• [RECORD EXTRACTS]:
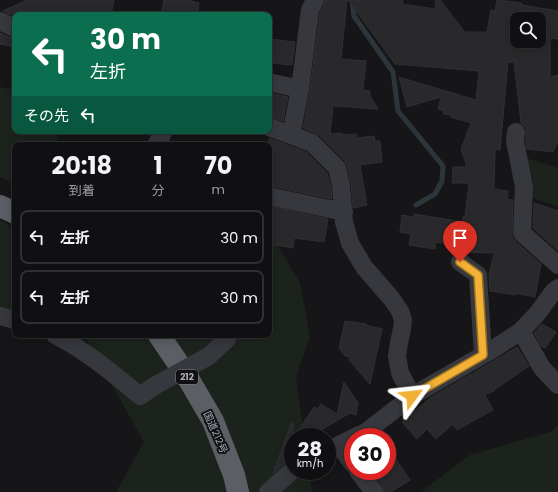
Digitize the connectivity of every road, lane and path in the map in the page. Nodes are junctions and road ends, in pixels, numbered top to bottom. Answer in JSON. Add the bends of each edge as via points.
{"nodes":[{"id":1,"x":315,"y":0,"type":"edge"},
{"id":2,"x":0,"y":21,"type":"edge"},
{"id":3,"x":12,"y":27,"type":"edge"},
{"id":4,"x":272,"y":83,"type":"edge"},
{"id":5,"x":300,"y":88,"type":"junction"},
{"id":6,"x":272,"y":128,"type":"edge"},
{"id":7,"x":516,"y":132,"type":"dead end"},
{"id":8,"x":291,"y":135,"type":"junction"},
{"id":9,"x":272,"y":197,"type":"dead end"},
{"id":10,"x":0,"y":206,"type":"edge"},
{"id":11,"x":12,"y":212,"type":"edge"},
{"id":12,"x":344,"y":212,"type":"junction"},
{"id":13,"x":460,"y":262,"type":"dead end"},
{"id":14,"x":558,"y":264,"type":"edge"},
{"id":15,"x":558,"y":288,"type":"edge"},
{"id":16,"x":0,"y":316,"type":"edge"},
{"id":17,"x":12,"y":319,"type":"edge"},
{"id":18,"x":521,"y":331,"type":"junction"},
{"id":19,"x":62,"y":338,"type":"edge"},
{"id":20,"x":161,"y":338,"type":"edge"},
{"id":21,"x":226,"y":338,"type":"edge"},
{"id":22,"x":483,"y":355,"type":"junction"},
{"id":23,"x":558,"y":385,"type":"edge"},
{"id":24,"x":412,"y":396,"type":"junction"},
{"id":25,"x":343,"y":443,"type":"edge"},
{"id":26,"x":284,"y":478,"type":"edge"},
{"id":27,"x":365,"y":480,"type":"edge"},
{"id":28,"x":238,"y":492,"type":"edge"},
{"id":29,"x":268,"y":492,"type":"edge"},
{"id":30,"x":374,"y":492,"type":"edge"}],
"edges":[{"from":1,"to":5,"type":"street","via":[[310,10]]},
{"from":2,"to":3,"type":"street"},
{"from":4,"to":5,"type":"street"},
{"from":5,"to":8,"type":"street"},
{"from":6,"to":8,"type":"street"},
{"from":7,"to":14,"type":"street","via":[[515,141],[524,187],[522,233]]},
{"from":8,"to":12,"type":"street","via":[[312,142],[337,168]]},
{"from":9,"to":12,"type":"street"},
{"from":10,"to":11,"type":"highway"},
{"from":12,"to":24,"type":"street","via":[[350,243],[364,267],[400,311],[403,325],[397,356],[400,373]]},
{"from":13,"to":22,"type":"street","via":[[478,275]]},
{"from":15,"to":18,"type":"street"},
{"from":16,"to":17,"type":"street"},
{"from":18,"to":22,"type":"street"},
{"from":18,"to":23,"type":"street","via":[[542,368]]},
{"from":19,"to":21,"type":"street","bridge":true,"via":[[115,375],[140,396],[209,356]]},
{"from":20,"to":28,"type":"highway","name":"国道212号","number":"212","via":[[213,421]]},
{"from":22,"to":24,"type":"street"},
{"from":24,"to":25,"type":"street","via":[[366,432]]},
{"from":26,"to":29,"type":"street"},
{"from":27,"to":30,"type":"street"}]}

• [ACTIVITY]: The answer should be nothing but the number of lines above that contain "dead".

• [TASK RESPONSE]: 3